A terrible matter for a Talmudic scholar of fame to make a gross error in scholarship. But far worse for down-stream scholars of reputation to equally fail to correct the errors made by earlier generations by scholars of great reputation. This latter error directly resembles the perversions of the false messiah movements in Yiddishkeit, secretly influenced by the new testament abomination counterfeit messiah belief system.
The Torah defines faith as: צדק צדק תרדוף (justice justice pursue). Not chasing after some obtuse belief system of theology like the Xtian Trinity or strict Monotheism of the Muslim “church”. Justice: a lawyer never interrogates a witness by asking: “””What do you personally believe?”””
The scholarship of משנה תורה\common law/ as different from assimilated Roman statute law as the pursuit of justice to make fair restitution of damages inflicted upon others – from faith as defined as a personal belief in Gods. The Rambam’s 13 principles of faith, never once mentions the pursuit of justice!
This collapse of understanding the משנה תורה of Talmudic scholarship, wherein the Talmud serves as the model for a restored Israeli common law lateral Federal court system, when Jews return and & reconquer our Homelands, this collapse of knowledge concerning common law, its directly responsible for the Orthodox gross distortion – its condemnation of Zionism in the 1920’s and ’30s.
When scholars of reputation make fundamental errors in scholarship, this “action” compares to a stone hitting the tranquil waters of a pond. Impossible to stop the ensuing ripple effect. Hence another metaphor for ירידות הדורות – ripple effect. The latter describes: ‘domino effect’ precisely.

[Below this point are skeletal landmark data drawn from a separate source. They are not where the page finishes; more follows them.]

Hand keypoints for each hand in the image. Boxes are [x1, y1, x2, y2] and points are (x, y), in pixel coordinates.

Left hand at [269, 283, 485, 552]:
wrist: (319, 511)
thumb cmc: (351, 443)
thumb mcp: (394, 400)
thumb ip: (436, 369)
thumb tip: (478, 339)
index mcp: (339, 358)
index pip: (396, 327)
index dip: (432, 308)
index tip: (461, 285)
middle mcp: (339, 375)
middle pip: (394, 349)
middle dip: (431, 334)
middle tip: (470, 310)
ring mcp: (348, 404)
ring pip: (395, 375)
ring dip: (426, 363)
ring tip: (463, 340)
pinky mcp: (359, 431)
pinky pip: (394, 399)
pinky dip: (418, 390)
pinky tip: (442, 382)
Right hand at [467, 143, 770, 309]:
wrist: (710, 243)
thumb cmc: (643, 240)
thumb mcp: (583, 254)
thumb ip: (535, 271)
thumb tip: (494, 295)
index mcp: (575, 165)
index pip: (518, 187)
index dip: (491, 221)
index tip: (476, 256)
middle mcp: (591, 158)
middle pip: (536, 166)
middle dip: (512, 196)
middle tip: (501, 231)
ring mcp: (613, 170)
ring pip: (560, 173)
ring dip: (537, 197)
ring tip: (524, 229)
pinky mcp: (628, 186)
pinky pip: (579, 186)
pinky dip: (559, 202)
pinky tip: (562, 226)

Herein concludes my introduction to the two בנין אב precedents of עירובין to our Gemara of .ברכות ט. The Reshonim scholarship failed to lead Israel out of g’lut. Post Shoah scholarship needs to ask the fundamental and most basic of questions: Why did the Reshonim fail to lead Israel out of g’lut.
If we cowardly refuse to hold our shepherd-scholars to account, even as we conquer Canaan, the threat of g’lut returning, it hangs over our heads like an ax to a Turkey on Thanksgiving.

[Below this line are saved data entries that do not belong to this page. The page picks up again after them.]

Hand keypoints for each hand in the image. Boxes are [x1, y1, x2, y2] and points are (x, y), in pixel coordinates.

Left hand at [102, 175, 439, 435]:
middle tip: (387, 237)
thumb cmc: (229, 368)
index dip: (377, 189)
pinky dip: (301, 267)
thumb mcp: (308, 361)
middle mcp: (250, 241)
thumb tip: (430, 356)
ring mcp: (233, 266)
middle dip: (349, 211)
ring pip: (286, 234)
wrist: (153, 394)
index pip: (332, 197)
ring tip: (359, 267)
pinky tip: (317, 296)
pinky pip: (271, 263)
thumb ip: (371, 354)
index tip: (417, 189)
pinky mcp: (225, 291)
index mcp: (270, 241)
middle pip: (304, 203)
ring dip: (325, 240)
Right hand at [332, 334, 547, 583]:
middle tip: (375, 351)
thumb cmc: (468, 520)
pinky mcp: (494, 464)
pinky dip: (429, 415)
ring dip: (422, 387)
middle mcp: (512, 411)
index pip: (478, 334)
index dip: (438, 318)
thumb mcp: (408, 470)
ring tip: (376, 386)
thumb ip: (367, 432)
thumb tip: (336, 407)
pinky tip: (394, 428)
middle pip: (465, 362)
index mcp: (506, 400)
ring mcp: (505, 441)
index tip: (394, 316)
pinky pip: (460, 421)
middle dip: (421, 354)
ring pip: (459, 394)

The Books שמות, ויקרא, ובמדבר exist as the תולדות of the Book Sefer בראשית the Avot tohor time-oriented commandments. The Books of מלכים has a Toldot relationship with the Books of שמואל. The mitzva of Moshiach learns from the Av anointing dedication of king David. All the kings of Yechuda and Israel the Toldot kings of the anointed Moshiach. Mesechtot Shabbat and Baba Kama both ask the famous question: Do the Toldot follow the Avot? This question, it seems to me, stands on the Order of the NaCH Prophet Books, just described above.
The 5th Book of the Torah, also known as משנה תורה serves to define the “LAW” of the Torah as Common-Law. Common-Law the correct translation for משנה תורה. T’NaCH & Talmudic Common-Law stands upon precedents. The Hebrew for precedent: בנין אב. Learning how to learn T’NaCH and Talmud requires acquiring the logic skill (Oral Torah taught through the kabbalah of rabbi Akiva’s פרדס) which can independently compare: Measure for Measure, a sugya in either the T’NaCH or Talmud with similar sugyot in both the T’NaCH & Talmud. Talmudic common-law as expressed through the Gemara commentary to a specific Home Mishna brings halachic precedents from all over the Sha’s Bavli to re-interpret the k’vanna of the language employed by a Home Mishna.
The Holy Writings of the NaCH compares to the ratio:commentary made by the Gemarah upon a particular Home Mishna. Rabbi Yechuda named his codification of Sanhedrin common-law rulings, based upon the Book of דברים having the second name: משנה תורה. An example of re-interpreting the language of the Mishna through learning Gemarah precedents in context to the compared language employed by a Mishna: משנה contains the רמז of נשמה, like the first word of the Torah contains the רמז of בראשית: אש ברית, ראש בית, ב’ ראשית. The kabbalah of רמז not limited to numerical values, like for instance: המן and המלך in the Book of Esther. Rather the kabbalah of רמז also includes within its k’vanna: words within words.